When even your service representative doesn’t know where to turn for help

by Dirk Dusharme

 

Some of you may disagree, but I think telecommunications giant SBC does a great job. You have to be impressed with a utility that can keep nearly 100 million customers—54 million land lines and 46 million wireless users—up and running 24/7 (well, 23.999/7).

Of course, when your phone line goes dead or your DSL stops working, you have to deal with SBC tech support. As Quality Digest’s resident geek, I make scores of tech support calls to dozens of software companies and service providers every year and, again, I think SBC’s tech support ranks near the top. Almost every time I’ve dealt with tech support personnel, they’ve gone out of their way to patiently solve a problem and have stuck with me until the problem was solved—except when the problem was outside their department. That is where SBC tech support, and that of many large companies, falls apart.

While SBC obviously trains its support personnel on how to courteously solve problems within their particular department (e.g., residential phone, business phone, DSL, T1, provisioning, sales, billing, dispatch, etc.) it often gives them no information on what to do if the customer’s problem lies outside of the their department.

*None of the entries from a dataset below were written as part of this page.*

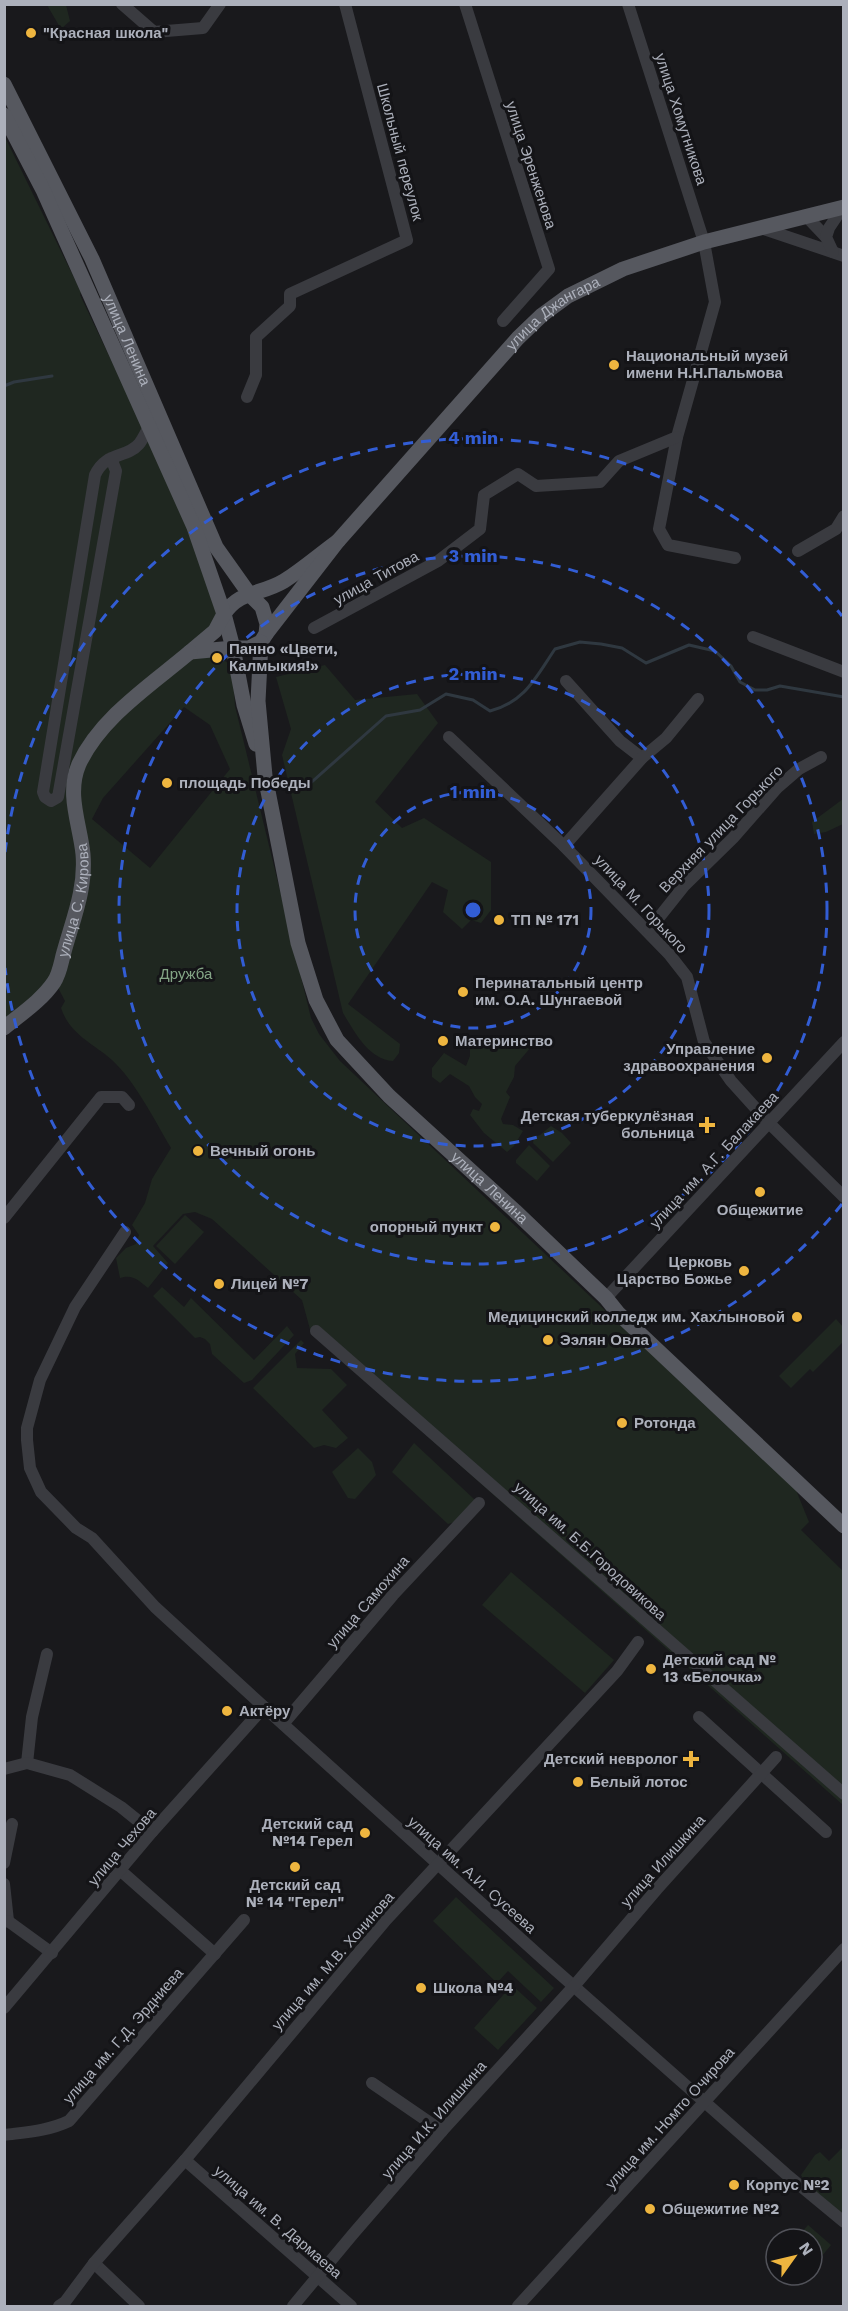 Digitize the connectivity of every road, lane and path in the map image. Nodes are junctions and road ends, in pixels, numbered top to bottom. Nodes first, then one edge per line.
1 (122, 4) edge
2 (220, 4) edge
3 (345, 4) edge
4 (465, 4) edge
5 (628, 4) edge
6 (4, 84) edge
7 (4, 115) edge
8 (843, 207) edge
9 (807, 217) junction
10 (761, 228) junction
11 (826, 237) junction
12 (704, 242) junction
13 (838, 254) edge
14 (503, 321) dead end
15 (247, 397) dead end
16 (149, 427) junction
17 (677, 437) junction
18 (111, 458) junction
19 (843, 516) edge
20 (338, 541) junction
21 (798, 551) dead end
22 (735, 558) dead end
23 (250, 595) junction
24 (224, 614) junction
25 (314, 628) dead end
26 (753, 637) dead end
27 (263, 638) junction
28 (233, 648) junction
29 (190, 652) junction
30 (843, 672) edge
31 (566, 681) dead end
32 (698, 699) dead end
33 (449, 737) dead end
34 (821, 757) dead end
35 (642, 758) junction
36 (265, 776) junction
37 (564, 846) junction
38 (649, 930) junction
39 (4, 1028) edge
40 (843, 1042) edge
41 (129, 1105) dead end
42 (769, 1124) junction
43 (843, 1197) edge
44 (4, 1218) edge
45 (124, 1232) dead end
46 (606, 1298) junction
47 (316, 1331) dead end
48 (479, 1503) dead end
49 (843, 1526) edge
50 (638, 1642) dead end
51 (47, 1654) dead end
52 (264, 1707) junction
53 (699, 1717) dead end
54 (283, 1724) junction
55 (776, 1757) dead end
56 (27, 1763) junction
57 (4, 1769) edge
58 (761, 1773) junction
59 (843, 1794) edge
60 (12, 1824) dead end
61 (152, 1832) junction
62 (826, 1832) dead end
63 (4, 1863) edge
64 (439, 1864) junction
65 (121, 1871) junction
66 (4, 1884) edge
67 (244, 1920) dead end
68 (6, 1922) edge
69 (843, 1949) edge
70 (52, 1953) junction
71 (215, 1954) junction
72 (574, 1986) junction
73 (4, 2008) edge
74 (372, 2082) dead end
75 (705, 2100) junction
76 (442, 2131) junction
77 (4, 2135) edge
78 (185, 2160) junction
79 (843, 2222) edge
80 (93, 2263) junction
81 (318, 2276) junction
82 (59, 2307) edge
83 (139, 2307) edge
84 (293, 2307) edge
85 (351, 2307) edge
86 (518, 2307) edge

1 - 2 street
3 - 15 street, Школьный переулок
4 - 14 street, улица Эренженова
5 - 12 street, улица Хомутникова
6 - 23 main road, улица Ленина
7 - 16 main road, улица Ленина
8 - 9 main road, улица Джангара
8 - 11 street
9 - 10 main road, улица Джангара
9 - 11 street
10 - 12 main road, улица Джангара
10 - 13 street
11 - 13 street
12 - 17 street
12 - 20 main road, улица Джангара
16 - 18 street
16 - 24 main road, улица Ленина
17 - 22 street
17 - 25 street, улица Титова
18 - 18 street
19 - 21 street
20 - 23 main road, улица Джангара
20 - 27 main road, улица Джангара
23 - 24 main road
23 - 27 main road
24 - 28 main road
24 - 29 main road, улица С. Кирова
26 - 30 street
27 - 28 main road
27 - 36 main road, улица Ленина
28 - 29 main road
28 - 36 main road, улица Ленина
29 - 39 main road, улица С. Кирова
31 - 35 street
32 - 35 street
33 - 37 street, улица М. Горького
34 - 38 street, Верхняя улица Горького
35 - 37 street
36 - 46 main road, улица Ленина
37 - 38 street, улица М. Горького
38 - 42 street, улица М. Горького
40 - 42 street, улица им. А.Г. Балакаева
41 - 44 street
42 - 43 street, улица М. Горького
42 - 46 street, улица им. А.Г. Балакаева
45 - 52 street, улица им. А.И. Сусеева
46 - 49 main road, улица Ленина
47 - 59 street, улица им. Б.Б.Городовикова
48 - 54 street, улица Самохина
50 - 64 street, улица им. М.В. Хонинова
51 - 56 street
52 - 54 street, улица им. А.И. Сусеева
52 - 61 street, улица Чехова
53 - 58 street
54 - 64 street, улица им. А.И. Сусеева
55 - 58 street, улица Илишкина
56 - 57 street
56 - 61 street
58 - 62 street
58 - 72 street, улица Илишкина
60 - 63 street
61 - 65 street, улица Чехова
64 - 72 street, улица им. А.И. Сусеева
64 - 78 street, улица им. М.В. Хонинова
65 - 70 street, улица Чехова
65 - 71 street
66 - 68 street
67 - 71 street, улица им. Г.Д. Эрдниева
68 - 70 street
69 - 75 street, улица им. Номто Очирова
70 - 73 street, улица Чехова
71 - 77 street, улица им. Г.Д. Эрдниева
72 - 75 street, улица им. А.И. Сусеева
72 - 76 street, улица И.К. Илишкина
74 - 76 street
75 - 79 street, улица им. А.И. Сусеева
75 - 86 street, улица им. Номто Очирова
76 - 81 street, улица И.К. Илишкина
78 - 80 street, улица им. М.В. Хонинова
78 - 81 street, улица им. В. Дармаева
80 - 82 street, улица им. М.В. Хонинова
80 - 83 street
81 - 84 street, улица И.К. Илишкина
81 - 85 street, улица им. В. Дармаева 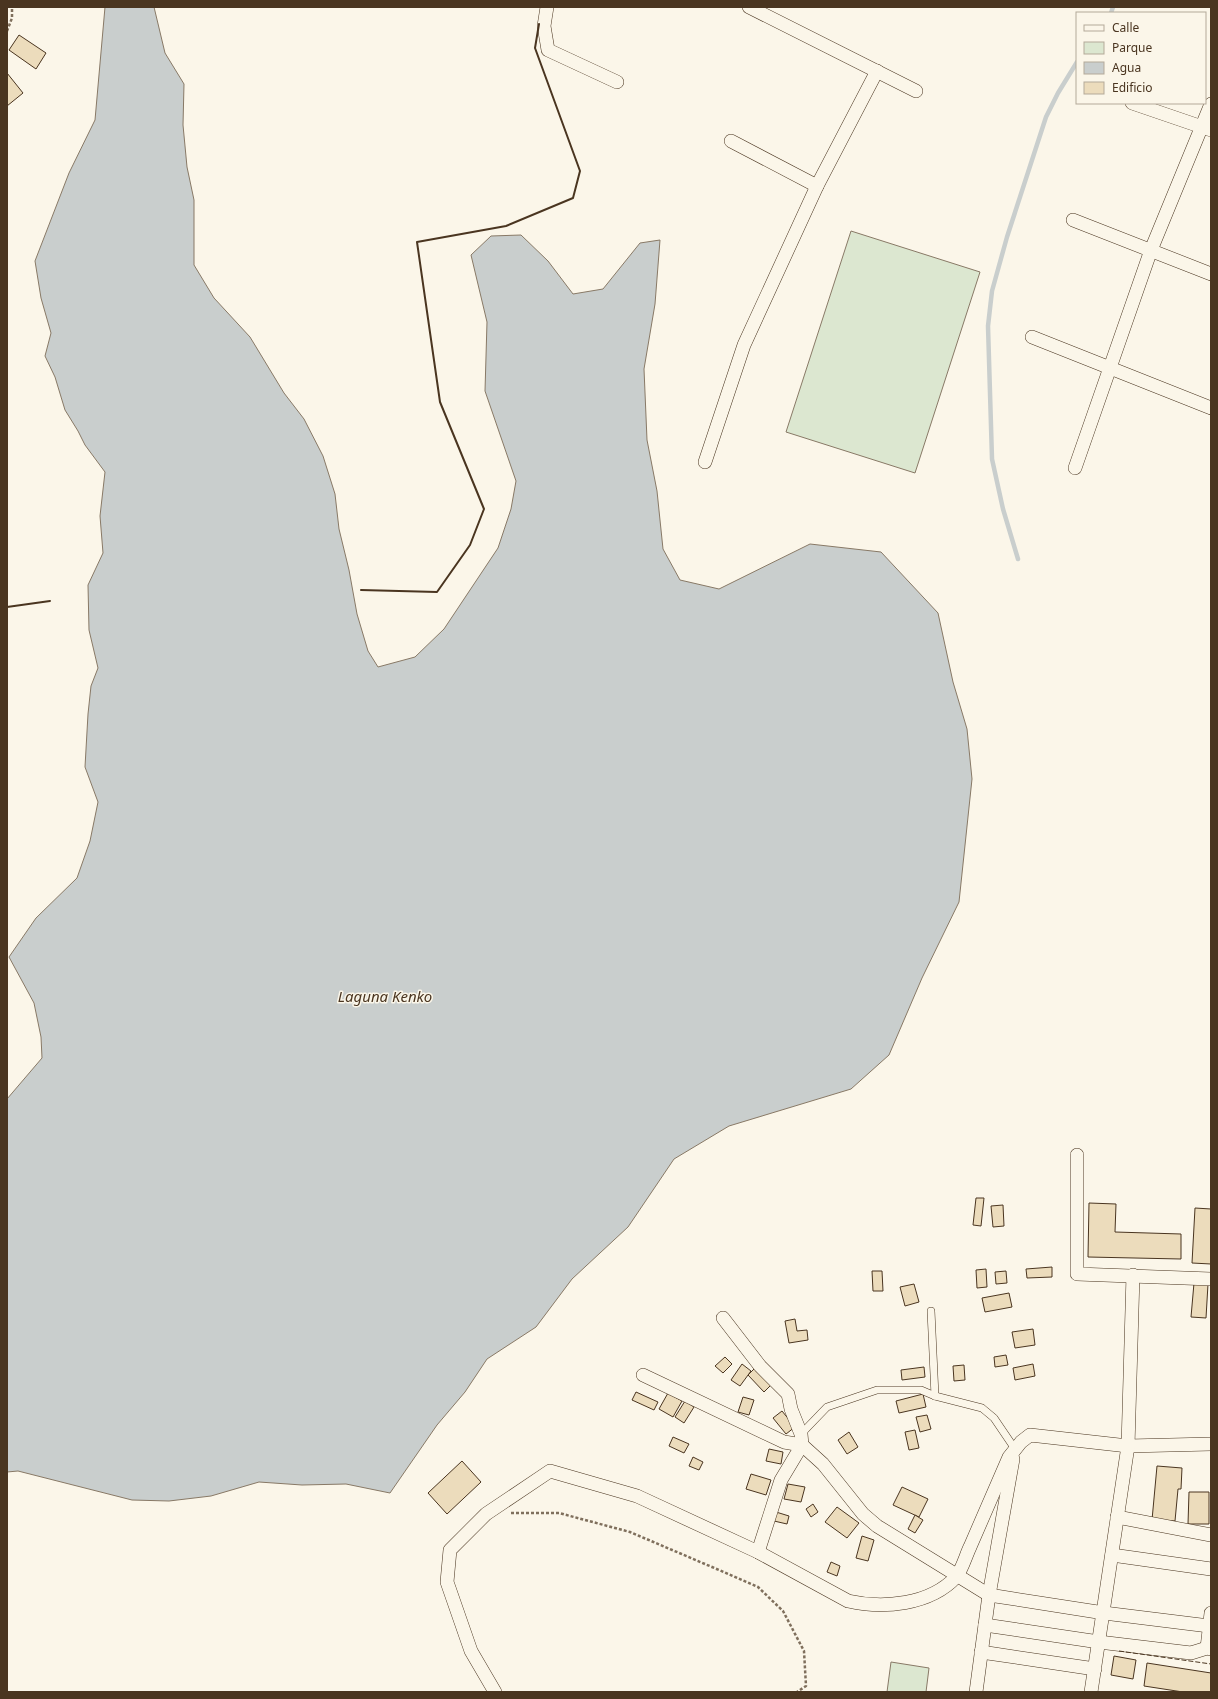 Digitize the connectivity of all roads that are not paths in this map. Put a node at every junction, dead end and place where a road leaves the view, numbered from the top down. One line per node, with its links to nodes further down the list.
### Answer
1 (548, 7): 4 (street)
2 (749, 7): 3 (street)
3 (878, 71): 5 (street); 10 (street)
4 (617, 82)
5 (916, 91)
6 (1135, 104): 8 (street)
7 (1211, 104): 8 (street)
8 (1206, 128): 12 (street)
9 (731, 141): 10 (street)
10 (817, 186): 17 (street)
11 (1073, 220): 12 (street)
12 (1151, 250): 13 (street); 15 (street)
13 (1211, 274)
14 (1032, 337): 15 (street)
15 (1110, 368): 16 (street); 18 (street)
16 (1211, 408)
17 (704, 462)
18 (1075, 468)
19 (1077, 1155): 20 (street)
20 (1133, 1275): 21 (street); 28 (street)
21 (1211, 1278)
22 (931, 1311): 25 (lane)
23 (723, 1318): 26 (street)
24 (643, 1375): 26 (street)
25 (935, 1396): 26 (lane); 29 (lane)
26 (801, 1439): 32 (street); 35 (street)
27 (1211, 1444): 28 (street)
28 (1128, 1446): 29 (street); 30 (street)
29 (1015, 1449): 35 (street); 36 (street)
30 (1117, 1517): 31 (street); 33 (street)
31 (1211, 1536)
32 (758, 1552): 35 (street); 44 (street)
33 (1112, 1555): 34 (street); 37 (street)
34 (1211, 1569)
35 (957, 1576): 36 (street)
36 (989, 1595): 37 (street); 39 (street)
37 (1104, 1613): 38 (street); 40 (street)
38 (1210, 1620): 41 (street)
39 (985, 1625): 40 (street); 42 (street)
40 (1099, 1642): 41 (street); 43 (street)
41 (1209, 1648)
42 (981, 1652): 43 (street); 45 (street)
43 (1095, 1669): 46 (street)
44 (495, 1692)
45 (976, 1692)
46 (1091, 1692)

Awhile back, someone was running a “denial of service” attack on one of our servers. No one, absolutely no one, including seven tier-one support personnel and four supervisors, knew how to contact SBC’s abuse department. They had phone numbers that were no longer connected and e-mails that went to Neverland. The support personnel were as dumbfounded as I that there appeared to be no way to contact the abuse department, except for one e-mail address that seemed to work but never got a response. However, we all knew that the department existed. Who got through to them in the end? SBC’s public relations agency. (Hmm. Wonder why?)

Recently, while trying to get a DSL line installed, our order got hung up someplace. No one at SBC could figure out where the order had stalled. My tech support representative would have gladly tossed that brick over the wall to whoever would handle it, but she couldn’t find the wall. A supervisor traced it as far as the dispatch department, and then hit a dead end.

It was obviously frustrating (and sometimes embarrassing) for SBC’s front-line techs to admit that they didn’t know what to do. It wasn’t a case of “it’s not my job”; it happened too many times for that. SBC simply was not supplying the necessary tools, namely contact information, to its techs.

This is a problem that is only going to get worse with the rapid growth of outsourced call centers. Many large, compartmentalized institutions have yet to learn the lesson that all the training in the world in problem solving and customer service is useless unless they also give their front-line personnel the contact information for every department down the service chain, and the means to trace problems to the source. Large corporations do their customers and their front-line personnel a disservice when they don’t provide them the means to follow a problem through to completion.